**Your instructions**
Search the material for "Alemdar" and copy each line in which it is found.

**Exercise material**
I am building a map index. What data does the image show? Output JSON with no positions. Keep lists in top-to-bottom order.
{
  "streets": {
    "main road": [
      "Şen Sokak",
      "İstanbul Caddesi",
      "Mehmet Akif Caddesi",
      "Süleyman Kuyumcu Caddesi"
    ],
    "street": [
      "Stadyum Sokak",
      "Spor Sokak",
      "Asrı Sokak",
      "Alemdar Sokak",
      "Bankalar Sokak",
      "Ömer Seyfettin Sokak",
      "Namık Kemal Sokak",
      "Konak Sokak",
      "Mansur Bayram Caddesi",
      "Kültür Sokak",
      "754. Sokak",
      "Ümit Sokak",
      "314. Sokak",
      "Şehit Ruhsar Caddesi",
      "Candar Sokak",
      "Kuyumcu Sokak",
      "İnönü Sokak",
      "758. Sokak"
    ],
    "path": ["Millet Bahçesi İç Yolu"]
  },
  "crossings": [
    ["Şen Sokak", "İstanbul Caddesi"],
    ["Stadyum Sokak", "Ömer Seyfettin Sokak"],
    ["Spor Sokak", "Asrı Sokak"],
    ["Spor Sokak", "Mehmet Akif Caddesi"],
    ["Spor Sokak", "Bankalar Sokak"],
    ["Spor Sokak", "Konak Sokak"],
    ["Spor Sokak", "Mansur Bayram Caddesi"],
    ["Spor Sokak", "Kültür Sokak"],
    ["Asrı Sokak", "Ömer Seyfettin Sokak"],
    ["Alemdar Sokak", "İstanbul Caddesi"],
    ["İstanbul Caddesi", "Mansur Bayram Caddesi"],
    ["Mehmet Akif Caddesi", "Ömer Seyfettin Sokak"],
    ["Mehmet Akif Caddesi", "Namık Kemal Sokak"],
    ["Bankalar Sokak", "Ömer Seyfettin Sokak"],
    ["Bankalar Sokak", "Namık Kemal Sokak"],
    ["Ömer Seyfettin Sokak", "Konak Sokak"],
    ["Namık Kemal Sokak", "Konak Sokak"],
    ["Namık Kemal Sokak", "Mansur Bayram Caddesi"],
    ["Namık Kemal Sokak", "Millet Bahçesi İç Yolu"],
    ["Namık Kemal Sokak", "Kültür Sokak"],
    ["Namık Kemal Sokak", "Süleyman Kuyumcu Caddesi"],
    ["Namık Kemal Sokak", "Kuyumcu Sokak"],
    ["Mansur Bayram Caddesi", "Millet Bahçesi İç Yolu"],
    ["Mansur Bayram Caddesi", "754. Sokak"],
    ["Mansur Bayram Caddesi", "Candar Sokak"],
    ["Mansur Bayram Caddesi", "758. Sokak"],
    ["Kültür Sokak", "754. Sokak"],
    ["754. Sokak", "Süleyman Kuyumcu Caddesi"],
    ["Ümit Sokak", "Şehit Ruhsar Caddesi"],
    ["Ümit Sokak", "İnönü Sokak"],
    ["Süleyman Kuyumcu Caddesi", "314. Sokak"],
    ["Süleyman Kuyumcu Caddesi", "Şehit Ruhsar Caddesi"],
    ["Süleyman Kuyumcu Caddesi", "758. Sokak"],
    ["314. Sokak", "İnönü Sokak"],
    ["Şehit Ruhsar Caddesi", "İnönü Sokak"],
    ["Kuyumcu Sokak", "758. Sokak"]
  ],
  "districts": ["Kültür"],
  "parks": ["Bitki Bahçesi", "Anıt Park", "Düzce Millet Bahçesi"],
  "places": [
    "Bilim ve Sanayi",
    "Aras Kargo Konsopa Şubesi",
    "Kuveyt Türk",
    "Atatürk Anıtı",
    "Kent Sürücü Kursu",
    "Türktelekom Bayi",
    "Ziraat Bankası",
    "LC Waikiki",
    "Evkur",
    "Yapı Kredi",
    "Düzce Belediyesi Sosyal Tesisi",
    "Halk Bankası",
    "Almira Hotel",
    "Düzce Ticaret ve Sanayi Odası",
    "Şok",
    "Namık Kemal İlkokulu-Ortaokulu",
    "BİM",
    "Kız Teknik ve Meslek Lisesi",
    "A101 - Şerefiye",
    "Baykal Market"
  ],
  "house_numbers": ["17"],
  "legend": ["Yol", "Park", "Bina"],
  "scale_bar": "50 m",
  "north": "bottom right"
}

**Exercise answer**
      "Alemdar Sokak",
    ["Alemdar Sokak", "İstanbul Caddesi"],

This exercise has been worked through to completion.